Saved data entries
■ ■ ■
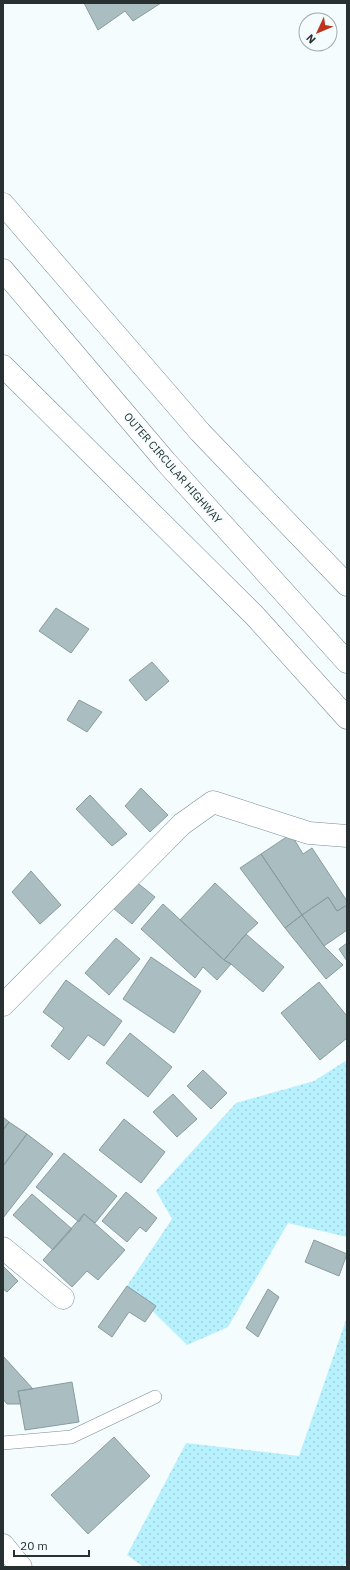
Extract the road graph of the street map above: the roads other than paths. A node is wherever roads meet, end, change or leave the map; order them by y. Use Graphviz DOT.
graph roads {
  1 [pos="3,204"];
  2 [pos="3,270"];
  3 [pos="3,366"];
  4 [pos="347,586"];
  5 [pos="347,662"];
  6 [pos="347,718"];
  7 [pos="347,836"];
  8 [pos="3,1005"];
  9 [pos="3,1248"];
  10 [pos="63,1298"];
  11 [pos="155,1397"];
  12 [pos="3,1442"];
  13 [pos="3,1545"];
  14 [pos="21,1567"];
  1 -- 4 [label="main road"];
  2 -- 5 [label="main road, OUTER CIRCULAR HIGHWAY"];
  3 -- 6 [label="main road"];
  7 -- 8 [label="main road"];
  9 -- 10 [label="main road"];
  11 -- 12 [label="lane"];
  13 -- 14 [label="main road"];
}
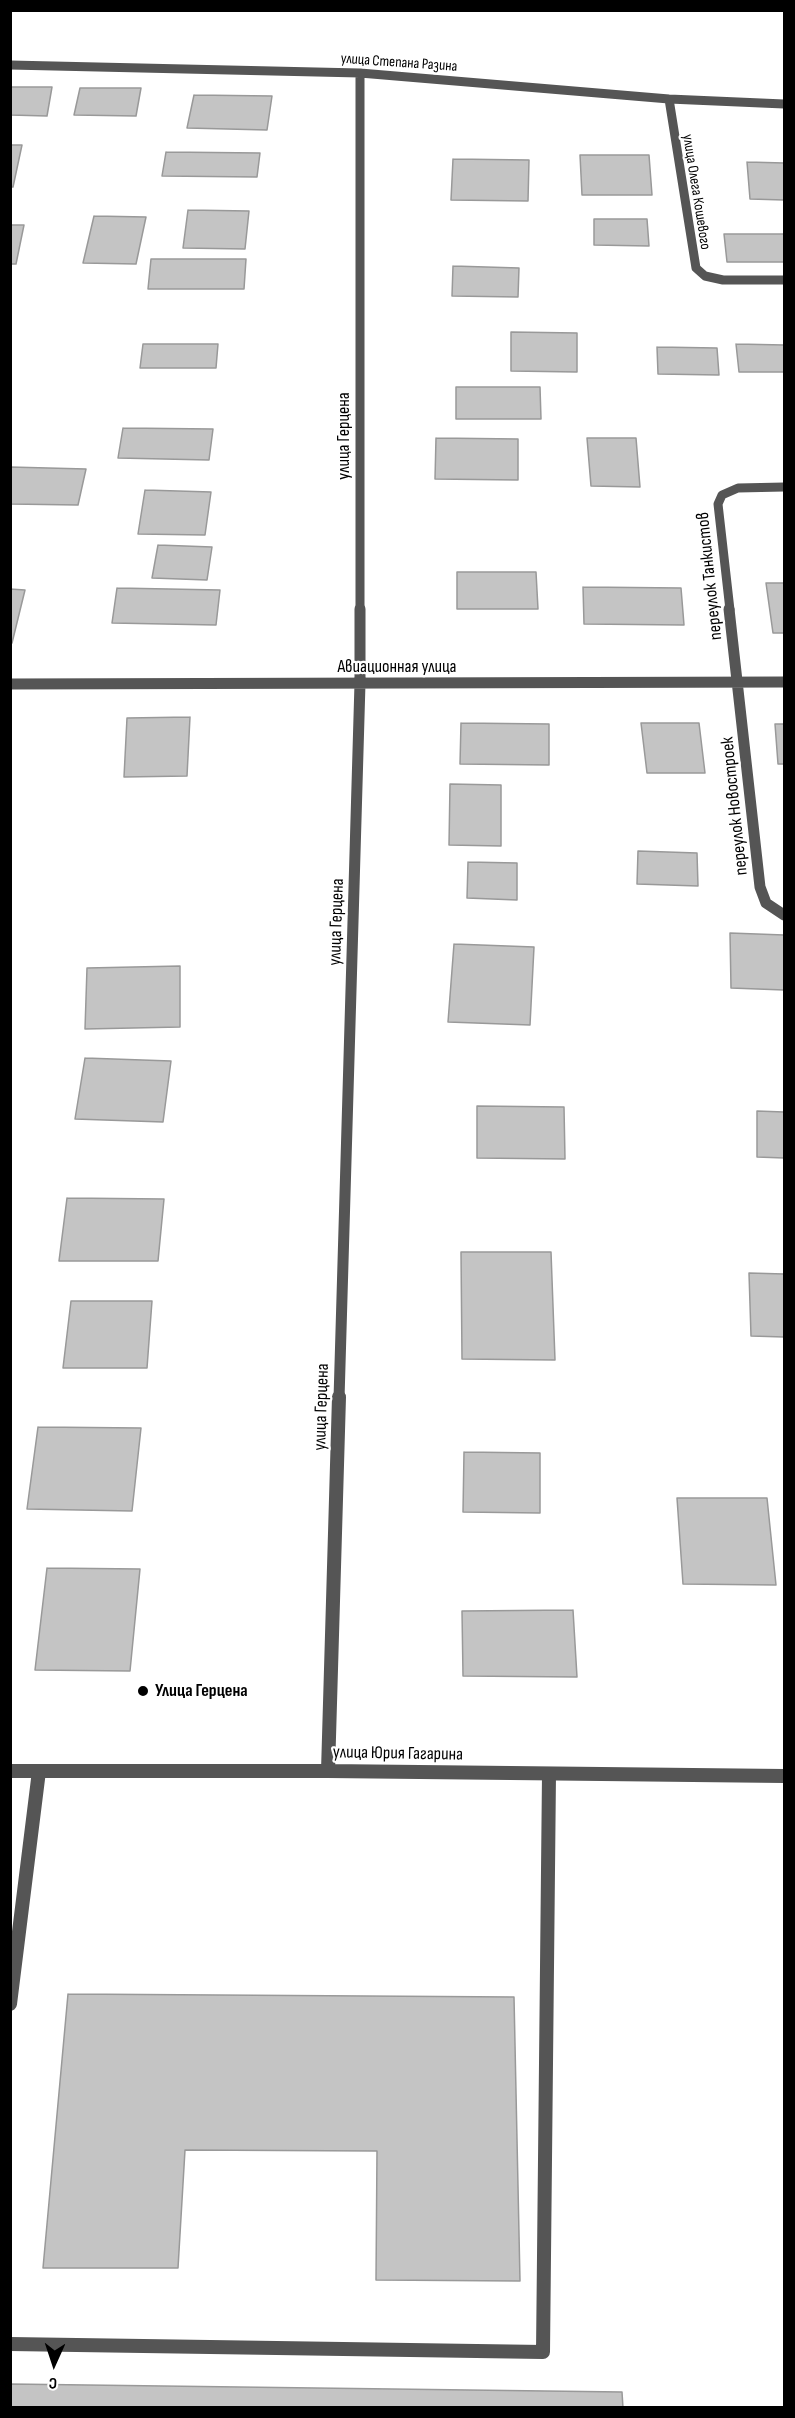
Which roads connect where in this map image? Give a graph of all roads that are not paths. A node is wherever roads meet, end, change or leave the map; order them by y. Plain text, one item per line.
1 (10, 65) edge
2 (360, 73) junction
3 (669, 99) junction
4 (784, 104) edge
5 (784, 280) edge
6 (784, 487) edge
7 (739, 682) junction
8 (784, 682) edge
9 (360, 683) junction
10 (10, 684) edge
11 (784, 915) edge
12 (328, 1770) junction
13 (10, 1771) edge
14 (39, 1771) junction
15 (549, 1774) junction
16 (784, 1776) edge
17 (13, 1956) edge
18 (10, 2004) edge
19 (10, 2344) edge

1 - 2 street, улица Степана Разина
2 - 3 street, улица Степана Разина
2 - 9 street, улица Герцена
3 - 4 street, улица Степана Разина
3 - 5 street, улица Олега Кошевого
6 - 7 street, переулок Танкистов
7 - 8 street, Авиационная улица
7 - 9 street, Авиационная улица
7 - 11 street, переулок Новостроек
9 - 10 street, Авиационная улица
9 - 12 street, улица Герцена
12 - 14 street, улица Юрия Гагарина
12 - 15 street, улица Юрия Гагарина
13 - 14 street, улица Юрия Гагарина
14 - 17 street
15 - 16 street, улица Юрия Гагарина
15 - 19 street
17 - 18 street

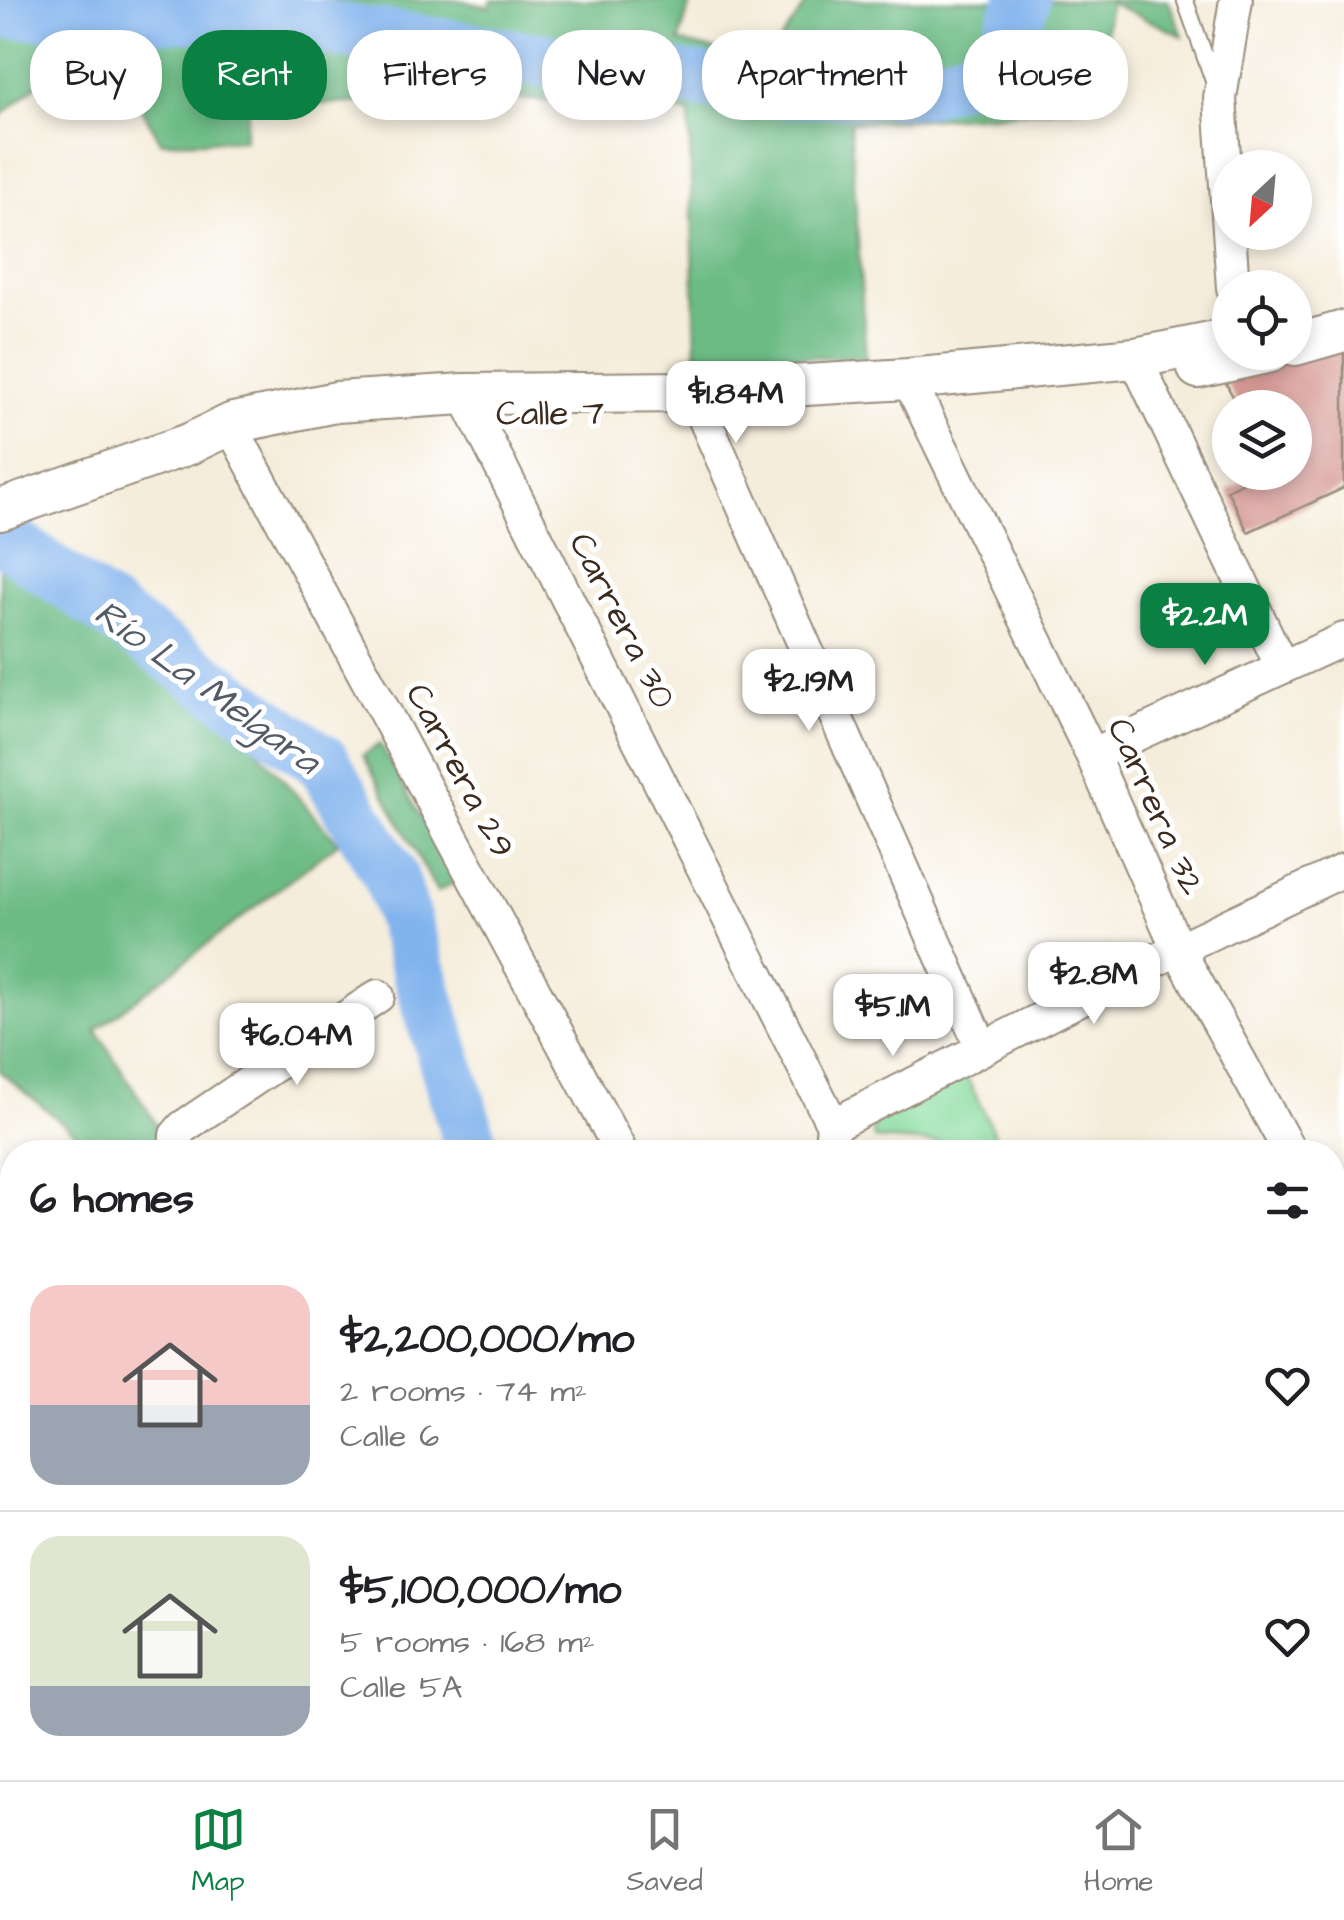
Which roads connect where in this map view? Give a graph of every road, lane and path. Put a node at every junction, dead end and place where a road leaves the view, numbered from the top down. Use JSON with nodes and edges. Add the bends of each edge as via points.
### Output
■ ■ ■
■ YOUR GOAL ■
Leave the pictures out. Repeat every entry above exactly.

■ OUTPUT OF THE TASK ■
Extract the road graph of the street map above: the roads other than paths. A node is wherever roads meet, end, change or leave the map; order them by y. Use Graphviz DOT.
graph roads {
  1 [pos="3,204"];
  2 [pos="3,270"];
  3 [pos="3,366"];
  4 [pos="347,586"];
  5 [pos="347,662"];
  6 [pos="347,718"];
  7 [pos="347,836"];
  8 [pos="3,1005"];
  9 [pos="3,1248"];
  10 [pos="63,1298"];
  11 [pos="155,1397"];
  12 [pos="3,1442"];
  13 [pos="3,1545"];
  14 [pos="21,1567"];
  1 -- 4 [label="main road"];
  2 -- 5 [label="main road, OUTER CIRCULAR HIGHWAY"];
  3 -- 6 [label="main road"];
  7 -- 8 [label="main road"];
  9 -- 10 [label="main road"];
  11 -- 12 [label="lane"];
  13 -- 14 [label="main road"];
}
Which roads connect where in this map image? Give a graph of all roads that are not paths. A node is wherever roads meet, end, change or leave the map; order them by y. Plain text, one item per line.
1 (10, 65) edge
2 (360, 73) junction
3 (669, 99) junction
4 (784, 104) edge
5 (784, 280) edge
6 (784, 487) edge
7 (739, 682) junction
8 (784, 682) edge
9 (360, 683) junction
10 (10, 684) edge
11 (784, 915) edge
12 (328, 1770) junction
13 (10, 1771) edge
14 (39, 1771) junction
15 (549, 1774) junction
16 (784, 1776) edge
17 (13, 1956) edge
18 (10, 2004) edge
19 (10, 2344) edge

1 - 2 street, улица Степана Разина
2 - 3 street, улица Степана Разина
2 - 9 street, улица Герцена
3 - 4 street, улица Степана Разина
3 - 5 street, улица Олега Кошевого
6 - 7 street, переулок Танкистов
7 - 8 street, Авиационная улица
7 - 9 street, Авиационная улица
7 - 11 street, переулок Новостроек
9 - 10 street, Авиационная улица
9 - 12 street, улица Герцена
12 - 14 street, улица Юрия Гагарина
12 - 15 street, улица Юрия Гагарина
13 - 14 street, улица Юрия Гагарина
14 - 17 street
15 - 16 street, улица Юрия Гагарина
15 - 19 street
17 - 18 street

Which roads connect where in this map view? Give a graph of every road, lane and path. Put a node at every junction, dead end and place where a road leaves the view, numbered from the top down. Use JSON with nodes and edges. Add the bends of each edge as via points.
### Output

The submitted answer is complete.